Materials provided Start Marker

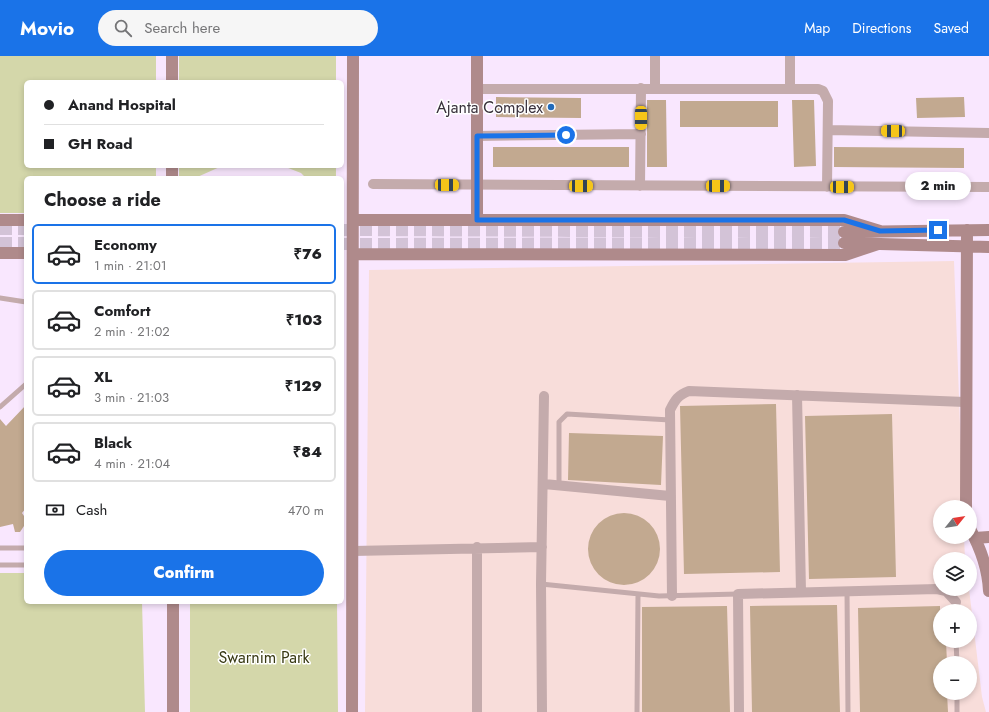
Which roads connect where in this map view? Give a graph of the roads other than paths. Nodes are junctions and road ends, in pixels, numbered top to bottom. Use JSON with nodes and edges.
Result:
{"nodes":[{"id":1,"x":172,"y":56,"type":"edge"},
{"id":2,"x":353,"y":56,"type":"edge"},
{"id":3,"x":477,"y":56,"type":"edge"},
{"id":4,"x":655,"y":56,"type":"edge"},
{"id":5,"x":790,"y":56,"type":"edge"},
{"id":6,"x":172,"y":80,"type":"edge"},
{"id":7,"x":641,"y":88,"type":"junction"},
{"id":8,"x":656,"y":88,"type":"junction"},
{"id":9,"x":477,"y":89,"type":"junction"},
{"id":10,"x":790,"y":89,"type":"junction"},
{"id":11,"x":828,"y":130,"type":"junction"},
{"id":12,"x":989,"y":133,"type":"edge"},
{"id":13,"x":641,"y":134,"type":"junction"},
{"id":14,"x":477,"y":136,"type":"junction"},
{"id":15,"x":373,"y":184,"type":"dead end"},
{"id":16,"x":477,"y":185,"type":"junction"},
{"id":17,"x":640,"y":186,"type":"junction"},
{"id":18,"x":827,"y":187,"type":"junction"},
{"id":19,"x":989,"y":187,"type":"edge"},
{"id":20,"x":0,"y":220,"type":"edge"},
{"id":21,"x":24,"y":220,"type":"edge"},
{"id":22,"x":353,"y":220,"type":"junction"},
{"id":23,"x":477,"y":220,"type":"junction"},
{"id":24,"x":967,"y":230,"type":"junction"},
{"id":25,"x":989,"y":230,"type":"edge"},
{"id":26,"x":880,"y":231,"type":"junction"},
{"id":27,"x":878,"y":244,"type":"junction"},
{"id":28,"x":968,"y":247,"type":"junction"},
{"id":29,"x":989,"y":247,"type":"edge"},
{"id":30,"x":0,"y":253,"type":"edge"},
{"id":31,"x":24,"y":253,"type":"edge"},
{"id":32,"x":353,"y":254,"type":"junction"},
{"id":33,"x":0,"y":298,"type":"edge"},
{"id":34,"x":24,"y":302,"type":"edge"},
{"id":35,"x":24,"y":386,"type":"edge"},
{"id":36,"x":797,"y":395,"type":"junction"},
{"id":37,"x":544,"y":396,"type":"dead end"},
{"id":38,"x":965,"y":402,"type":"junction"},
{"id":39,"x":0,"y":407,"type":"edge"},
{"id":40,"x":670,"y":420,"type":"junction"},
{"id":41,"x":544,"y":484,"type":"junction"},
{"id":42,"x":559,"y":486,"type":"junction"},
{"id":43,"x":670,"y":496,"type":"junction"},
{"id":44,"x":966,"y":500,"type":"edge"},
{"id":45,"x":977,"y":535,"type":"edge"},
{"id":46,"x":989,"y":537,"type":"edge"},
{"id":47,"x":977,"y":543,"type":"edge"},
{"id":48,"x":542,"y":546,"type":"junction"},
{"id":49,"x":477,"y":547,"type":"junction"},
{"id":50,"x":0,"y":548,"type":"edge"},
{"id":51,"x":24,"y":548,"type":"edge"},
{"id":52,"x":353,"y":550,"type":"junction"},
{"id":53,"x":0,"y":565,"type":"edge"},
{"id":54,"x":24,"y":565,"type":"edge"},
{"id":55,"x":541,"y":584,"type":"junction"},
{"id":56,"x":847,"y":591,"type":"junction"},
{"id":57,"x":989,"y":591,"type":"edge"},
{"id":58,"x":801,"y":592,"type":"junction"},
{"id":59,"x":638,"y":594,"type":"junction"},
{"id":60,"x":738,"y":594,"type":"junction"},
{"id":61,"x":672,"y":596,"type":"junction"},
{"id":62,"x":173,"y":604,"type":"edge"},
{"id":63,"x":955,"y":604,"type":"edge"},
{"id":64,"x":957,"y":700,"type":"edge"},
{"id":65,"x":173,"y":712,"type":"edge"},
{"id":66,"x":352,"y":712,"type":"edge"},
{"id":67,"x":477,"y":712,"type":"edge"},
{"id":68,"x":542,"y":712,"type":"edge"},
{"id":69,"x":637,"y":712,"type":"edge"},
{"id":70,"x":740,"y":712,"type":"edge"},
{"id":71,"x":848,"y":712,"type":"edge"},
{"id":72,"x":957,"y":712,"type":"edge"}],
"edges":[{"from":1,"to":6,"type":"street"},
{"from":2,"to":22,"type":"street"},
{"from":3,"to":9,"type":"street"},
{"from":4,"to":8,"type":"street"},
{"from":5,"to":10,"type":"street"},
{"from":7,"to":8,"type":"street"},
{"from":7,"to":9,"type":"street"},
{"from":7,"to":13,"type":"street"},
{"from":8,"to":10,"type":"street"},
{"from":9,"to":14,"type":"street"},
{"from":10,"to":11,"type":"street"},
{"from":11,"to":12,"type":"street"},
{"from":11,"to":18,"type":"street"},
{"from":13,"to":14,"type":"street"},
{"from":13,"to":17,"type":"street"},
{"from":14,"to":16,"type":"street"},
{"from":15,"to":16,"type":"street"},
{"from":16,"to":17,"type":"street"},
{"from":16,"to":23,"type":"street"},
{"from":17,"to":18,"type":"street"},
{"from":18,"to":19,"type":"street"},
{"from":20,"to":21,"type":"street"},
{"from":22,"to":23,"type":"street"},
{"from":22,"to":32,"type":"street"},
{"from":23,"to":26,"type":"street"},
{"from":24,"to":25,"type":"street"},
{"from":24,"to":26,"type":"street"},
{"from":24,"to":28,"type":"street"},
{"from":26,"to":27,"type":"street"},
{"from":27,"to":28,"type":"street"},
{"from":27,"to":32,"type":"street"},
{"from":28,"to":29,"type":"street"},
{"from":28,"to":38,"type":"street"},
{"from":30,"to":31,"type":"street"},
{"from":32,"to":52,"type":"street"},
{"from":33,"to":34,"type":"lane"},
{"from":35,"to":39,"type":"lane"},
{"from":36,"to":38,"type":"street"},
{"from":36,"to":40,"type":"street"},
{"from":36,"to":58,"type":"street"},
{"from":37,"to":41,"type":"street"},
{"from":38,"to":44,"type":"street"},
{"from":40,"to":42,"type":"lane"},
{"from":40,"to":43,"type":"street"},
{"from":41,"to":42,"type":"street"},
{"from":41,"to":48,"type":"street"},
{"from":42,"to":43,"type":"street"},
{"from":43,"to":61,"type":"street"},
{"from":45,"to":46,"type":"street"},
{"from":47,"to":57,"type":"street"},
{"from":48,"to":49,"type":"street"},
{"from":48,"to":55,"type":"street"},
{"from":49,"to":52,"type":"street"},
{"from":49,"to":67,"type":"street"},
{"from":50,"to":51,"type":"lane"},
{"from":52,"to":66,"type":"street"},
{"from":53,"to":54,"type":"lane"},
{"from":55,"to":59,"type":"lane"},
{"from":55,"to":68,"type":"street"},
{"from":56,"to":58,"type":"street"},
{"from":56,"to":63,"type":"street"},
{"from":56,"to":71,"type":"lane"},
{"from":58,"to":60,"type":"street"},
{"from":59,"to":61,"type":"lane"},
{"from":59,"to":69,"type":"lane"},
{"from":60,"to":61,"type":"lane"},
{"from":60,"to":70,"type":"street"},
{"from":62,"to":65,"type":"street"},
{"from":64,"to":72,"type":"lane"}]}
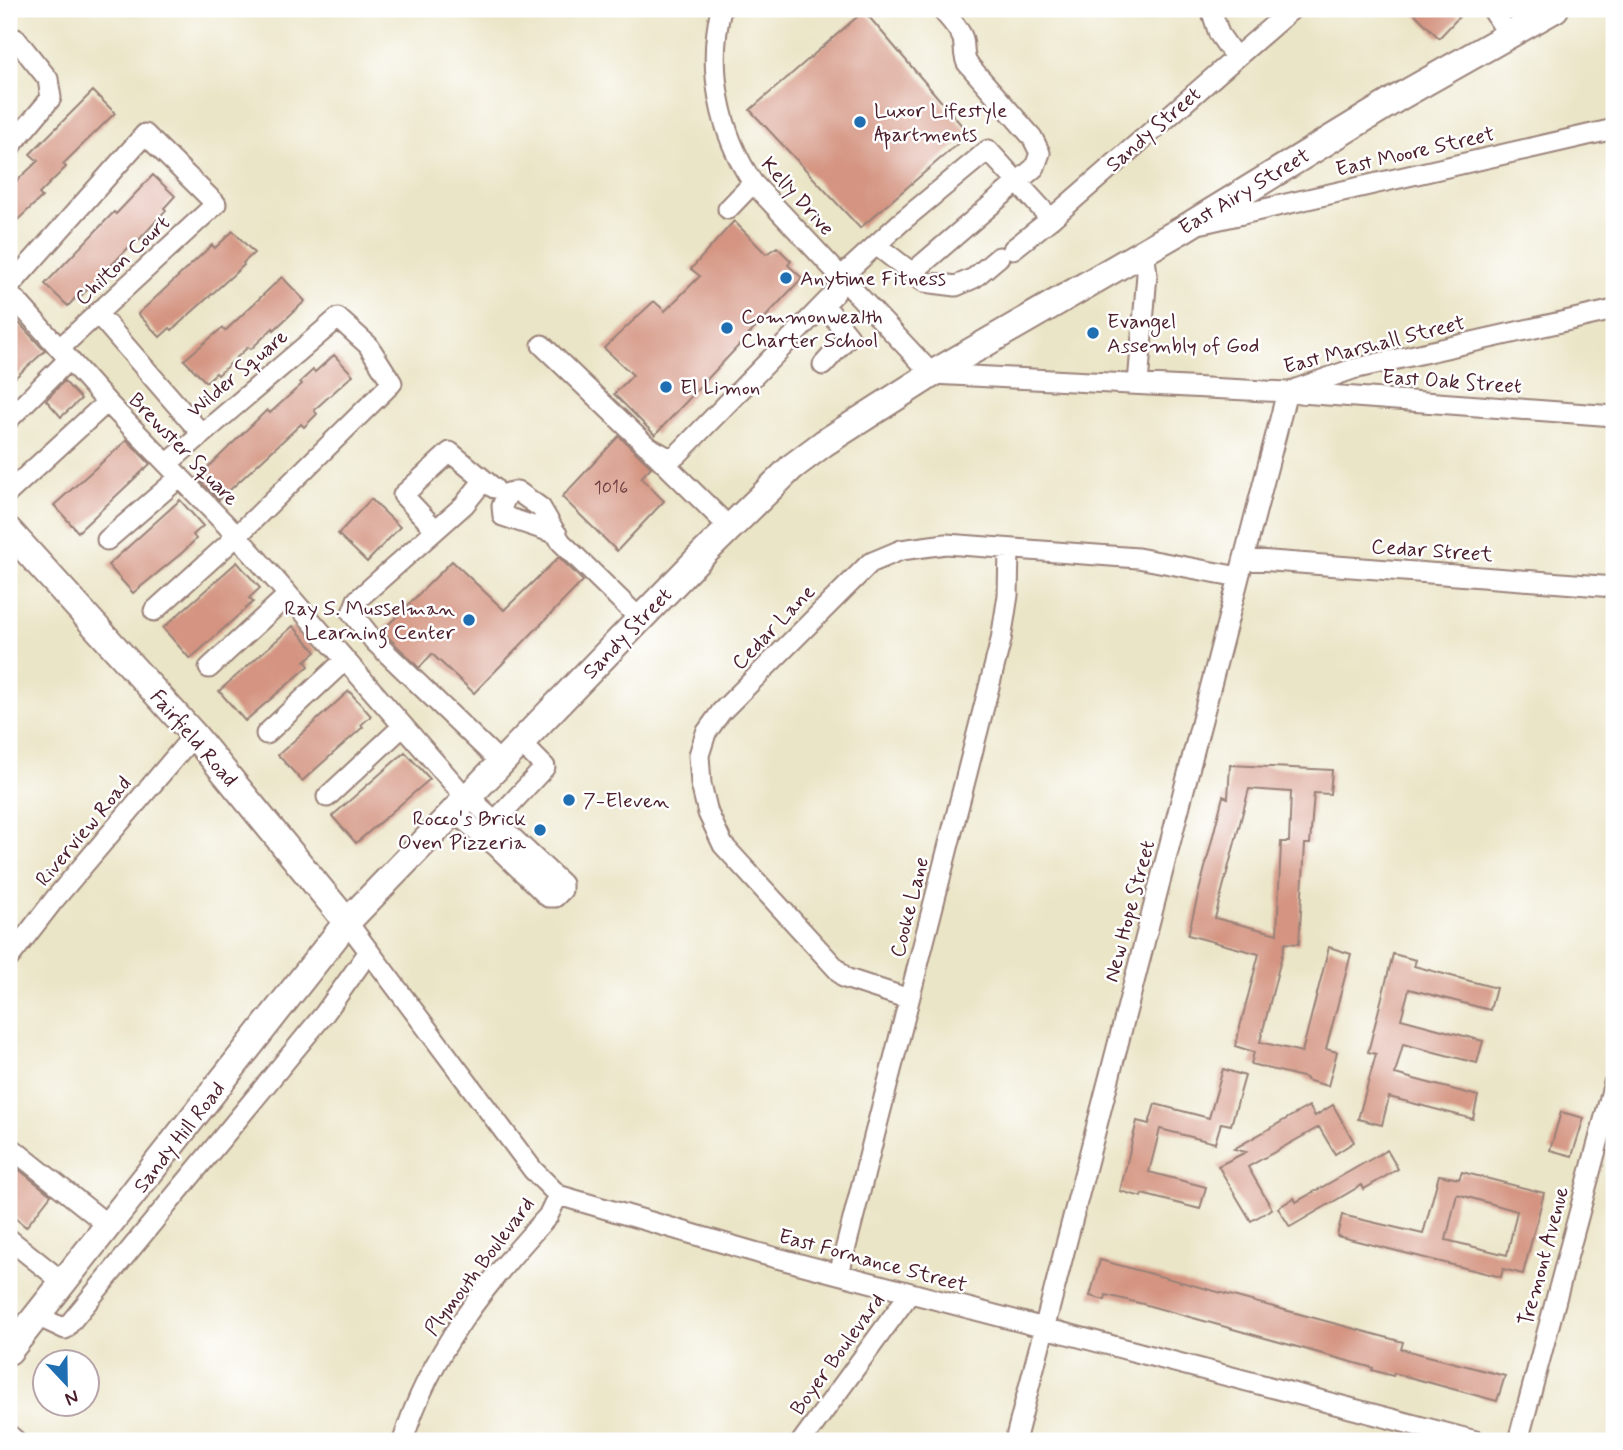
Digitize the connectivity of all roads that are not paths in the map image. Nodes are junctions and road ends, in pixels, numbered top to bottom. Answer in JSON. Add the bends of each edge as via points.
{"nodes":[{"id":1,"x":721,"y":9,"type":"edge"},
{"id":2,"x":942,"y":9,"type":"edge"},
{"id":3,"x":1211,"y":9,"type":"edge"},
{"id":4,"x":1292,"y":9,"type":"edge"},
{"id":5,"x":1492,"y":9,"type":"edge"},
{"id":6,"x":1548,"y":10,"type":"edge"},
{"id":7,"x":1508,"y":34,"type":"junction"},
{"id":8,"x":9,"y":37,"type":"edge"},
{"id":9,"x":1235,"y":57,"type":"junction"},
{"id":10,"x":1614,"y":129,"type":"edge"},
{"id":11,"x":9,"y":148,"type":"edge"},
{"id":12,"x":753,"y":183,"type":"junction"},
{"id":13,"x":1018,"y":183,"type":"junction"},
{"id":14,"x":728,"y":209,"type":"dead end"},
{"id":15,"x":1051,"y":219,"type":"junction"},
{"id":16,"x":1185,"y":228,"type":"junction"},
{"id":17,"x":876,"y":245,"type":"junction"},
{"id":18,"x":1144,"y":251,"type":"junction"},
{"id":19,"x":912,"y":273,"type":"junction"},
{"id":20,"x":841,"y":276,"type":"junction"},
{"id":21,"x":11,"y":298,"type":"edge"},
{"id":22,"x":824,"y":305,"type":"junction"},
{"id":23,"x":1614,"y":310,"type":"edge"},
{"id":24,"x":97,"y":313,"type":"junction"},
{"id":25,"x":338,"y":318,"type":"joint"},
{"id":26,"x":542,"y":345,"type":"dead end"},
{"id":27,"x":65,"y":354,"type":"junction"},
{"id":28,"x":823,"y":365,"type":"dead end"},
{"id":29,"x":932,"y":374,"type":"junction"},
{"id":30,"x":1138,"y":384,"type":"junction"},
{"id":31,"x":1287,"y":392,"type":"junction"},
{"id":32,"x":107,"y":402,"type":"junction"},
{"id":33,"x":1614,"y":416,"type":"edge"},
{"id":34,"x":9,"y":419,"type":"edge"},
{"id":35,"x":201,"y":433,"type":"junction"},
{"id":36,"x":647,"y":446,"type":"junction"},
{"id":37,"x":173,"y":470,"type":"junction"},
{"id":38,"x":484,"y":480,"type":"junction"},
{"id":39,"x":9,"y":492,"type":"edge"},
{"id":40,"x":729,"y":527,"type":"junction"},
{"id":41,"x":435,"y":530,"type":"junction"},
{"id":42,"x":9,"y":531,"type":"edge"},
{"id":43,"x":236,"y":536,"type":"junction"},
{"id":44,"x":107,"y":540,"type":"dead end"},
{"id":45,"x":1009,"y":549,"type":"junction"},
{"id":46,"x":1242,"y":568,"type":"junction"},
{"id":47,"x":1614,"y":587,"type":"edge"},
{"id":48,"x":288,"y":594,"type":"junction"},
{"id":49,"x":154,"y":611,"type":"dead end"},
{"id":50,"x":640,"y":619,"type":"junction"},
{"id":51,"x":345,"y":660,"type":"junction"},
{"id":52,"x":209,"y":668,"type":"dead end"},
{"id":53,"x":403,"y":726,"type":"junction"},
{"id":54,"x":266,"y":734,"type":"dead end"},
{"id":55,"x":194,"y":736,"type":"junction"},
{"id":56,"x":521,"y":743,"type":"junction"},
{"id":57,"x":501,"y":763,"type":"junction"},
{"id":58,"x":327,"y":797,"type":"dead end"},
{"id":59,"x":463,"y":802,"type":"junction"},
{"id":60,"x":495,"y":821,"type":"junction"},
{"id":61,"x":347,"y":922,"type":"junction"},
{"id":62,"x":368,"y":953,"type":"junction"},
{"id":63,"x":9,"y":958,"type":"edge"},
{"id":64,"x":909,"y":999,"type":"junction"},
{"id":65,"x":1614,"y":1083,"type":"edge"},
{"id":66,"x":9,"y":1146,"type":"edge"},
{"id":67,"x":558,"y":1195,"type":"junction"},
{"id":68,"x":109,"y":1226,"type":"junction"},
{"id":69,"x":9,"y":1239,"type":"edge"},
{"id":70,"x":839,"y":1274,"type":"junction"},
{"id":71,"x":64,"y":1283,"type":"junction"},
{"id":72,"x":909,"y":1293,"type":"junction"},
{"id":73,"x":37,"y":1316,"type":"junction"},
{"id":74,"x":1044,"y":1328,"type":"junction"},
{"id":75,"x":9,"y":1351,"type":"edge"},
{"id":76,"x":9,"y":1435,"type":"edge"},
{"id":77,"x":16,"y":1441,"type":"edge"},
{"id":78,"x":403,"y":1441,"type":"edge"},
{"id":79,"x":802,"y":1441,"type":"edge"},
{"id":80,"x":1015,"y":1441,"type":"edge"},
{"id":81,"x":1476,"y":1441,"type":"edge"},
{"id":82,"x":1518,"y":1441,"type":"edge"}],
"edges":[{"from":1,"to":12,"type":"street","name":"Kelly Drive","via":[[716,86],[728,135]]},
{"from":2,"to":13,"type":"street","via":[[958,29],[963,55],[974,74],[1040,153],[1035,167]]},
{"from":3,"to":9,"type":"street","via":[[1219,34]]},
{"from":4,"to":9,"type":"street","name":"Sandy Street"},
{"from":5,"to":7,"type":"street"},
{"from":6,"to":7,"type":"main road","name":"East Airy Street"},
{"from":7,"to":16,"type":"main road","name":"East Airy Street"},
{"from":8,"to":11,"type":"street","via":[[16,39],[48,79],[51,98]]},
{"from":9,"to":15,"type":"street","name":"Sandy Street"},
{"from":10,"to":16,"type":"street","name":"East Moore Street"},
{"from":12,"to":14,"type":"street"},
{"from":12,"to":20,"type":"street","name":"Kelly Drive"},
{"from":13,"to":15,"type":"street"},
{"from":13,"to":17,"type":"street","via":[[988,150]]},
{"from":13,"to":19,"type":"street"},
{"from":15,"to":19,"type":"street","name":"Sandy Street","via":[[975,278],[956,286],[924,282]]},
{"from":16,"to":18,"type":"main road","name":"East Airy Street"},
{"from":17,"to":19,"type":"street"},
{"from":17,"to":20,"type":"street"},
{"from":18,"to":29,"type":"main road","name":"East Airy Street"},
{"from":18,"to":30,"type":"street","via":[[1147,274]]},
{"from":20,"to":22,"type":"street"},
{"from":20,"to":29,"type":"street","name":"Kelly Drive"},
{"from":21,"to":24,"type":"street","name":"Chilton Court","via":[[145,134],[216,204]]},
{"from":21,"to":27,"type":"street","name":"Brewster Square"},
{"from":22,"to":28,"type":"street","via":[[849,336]]},
{"from":22,"to":36,"type":"street","via":[[677,455],[667,457]]},
{"from":23,"to":31,"type":"street","name":"East Marshall Street","via":[[1353,369]]},
{"from":24,"to":27,"type":"street","name":"Chilton Court"},
{"from":24,"to":35,"type":"street"},
{"from":25,"to":35,"type":"street","name":"Wilder Square"},
{"from":25,"to":43,"type":"street","name":"Brewster Square","via":[[368,345],[392,383]]},
{"from":26,"to":36,"type":"street"},
{"from":27,"to":32,"type":"street","name":"Brewster Square"},
{"from":27,"to":34,"type":"street","name":"Chilton Court"},
{"from":29,"to":30,"type":"street","name":"East Marshall Street"},
{"from":29,"to":40,"type":"main road","name":"Sandy Street","via":[[824,443]]},
{"from":30,"to":31,"type":"street","name":"East Marshall Street"},
{"from":31,"to":33,"type":"street","name":"East Oak Street"},
{"from":31,"to":46,"type":"street","name":"New Hope Street"},
{"from":32,"to":37,"type":"street","name":"Brewster Square"},
{"from":32,"to":39,"type":"street"},
{"from":35,"to":37,"type":"street","name":"Wilder Square"},
{"from":36,"to":40,"type":"street"},
{"from":37,"to":43,"type":"street","name":"Brewster Square"},
{"from":37,"to":44,"type":"street","name":"Wilder Square"},
{"from":38,"to":41,"type":"street"},
{"from":38,"to":41,"type":"street","via":[[450,452],[403,495]]},
{"from":38,"to":50,"type":"street","via":[[505,498],[517,491],[541,508],[561,542]]},
{"from":40,"to":50,"type":"main road","name":"Sandy Street"},
{"from":41,"to":57,"type":"street","via":[[357,600],[352,613],[373,641]]},
{"from":42,"to":55,"type":"main road","name":"Fairfield Road"},
{"from":43,"to":48,"type":"street"},
{"from":43,"to":49,"type":"street"},
{"from":45,"to":46,"type":"street","name":"Cedar Lane"},
{"from":45,"to":64,"type":"street","name":"Cooke Lane","via":[[1001,640]]},
{"from":45,"to":64,"type":"street","name":"Cedar Lane","via":[[946,544],[901,550],[870,563],[721,712],[706,733],[699,755],[708,813],[723,845],[845,978]]},
{"from":46,"to":47,"type":"street","name":"Cedar Street"},
{"from":46,"to":74,"type":"street","name":"New Hope Street"},
{"from":48,"to":51,"type":"street"},
{"from":48,"to":52,"type":"street"},
{"from":50,"to":56,"type":"main road","name":"Sandy Street"},
{"from":51,"to":53,"type":"street"},
{"from":51,"to":54,"type":"street"},
{"from":53,"to":58,"type":"street"},
{"from":53,"to":59,"type":"street"},
{"from":55,"to":61,"type":"main road","name":"Fairfield Road"},
{"from":55,"to":63,"type":"street","name":"Riverview Road"},
{"from":56,"to":57,"type":"main road","name":"Sandy Street"},
{"from":56,"to":60,"type":"street","via":[[545,767]]},
{"from":57,"to":59,"type":"main road","name":"Sandy Street"},
{"from":59,"to":60,"type":"street"},
{"from":59,"to":60,"type":"street","via":[[496,846],[548,897],[555,897],[562,884]]},
{"from":59,"to":61,"type":"main road","name":"Sandy Street"},
{"from":61,"to":62,"type":"street","name":"Fairfield Road"},
{"from":61,"to":68,"type":"main road","name":"Sandy Hill Road"},
{"from":62,"to":67,"type":"street","name":"East Fornance Street","via":[[533,1170]]},
{"from":62,"to":73,"type":"street","via":[[325,1013],[65,1329]]},
{"from":64,"to":70,"type":"street","name":"Cooke Lane"},
{"from":65,"to":82,"type":"street","name":"Tremont Avenue"},
{"from":66,"to":68,"type":"street"},
{"from":67,"to":70,"type":"street","name":"East Fornance Street"},
{"from":67,"to":78,"type":"street","name":"Plymouth Boulevard","via":[[548,1216],[457,1327],[429,1375]]},
{"from":68,"to":71,"type":"main road","name":"Sandy Hill Road"},
{"from":69,"to":71,"type":"street"},
{"from":70,"to":72,"type":"street","name":"East Fornance Street"},
{"from":71,"to":73,"type":"main road","name":"Sandy Hill Road"},
{"from":72,"to":74,"type":"street","name":"East Fornance Street"},
{"from":72,"to":79,"type":"street","name":"Boyer Boulevard"},
{"from":73,"to":75,"type":"main road","name":"Sandy Hill Road"},
{"from":74,"to":80,"type":"street","name":"New Hope Street"},
{"from":74,"to":81,"type":"street","name":"East Fornance Street"},
{"from":76,"to":77,"type":"street"}]}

Materials provided End Marker

Each line of the entries above that has the word "pixels" is to be copied.

* **Exercise output**
Which roads connect where in this map view? Give a graph of the roads other than paths. Nodes are junctions and road ends, in pixels, numbered top to bottom. Use JSON with nodes and edges.
Digitize the connectivity of all roads that are not paths in the map image. Nodes are junctions and road ends, in pixels, numbered top to bottom. Answer in JSON. Add the bends of each edge as via points.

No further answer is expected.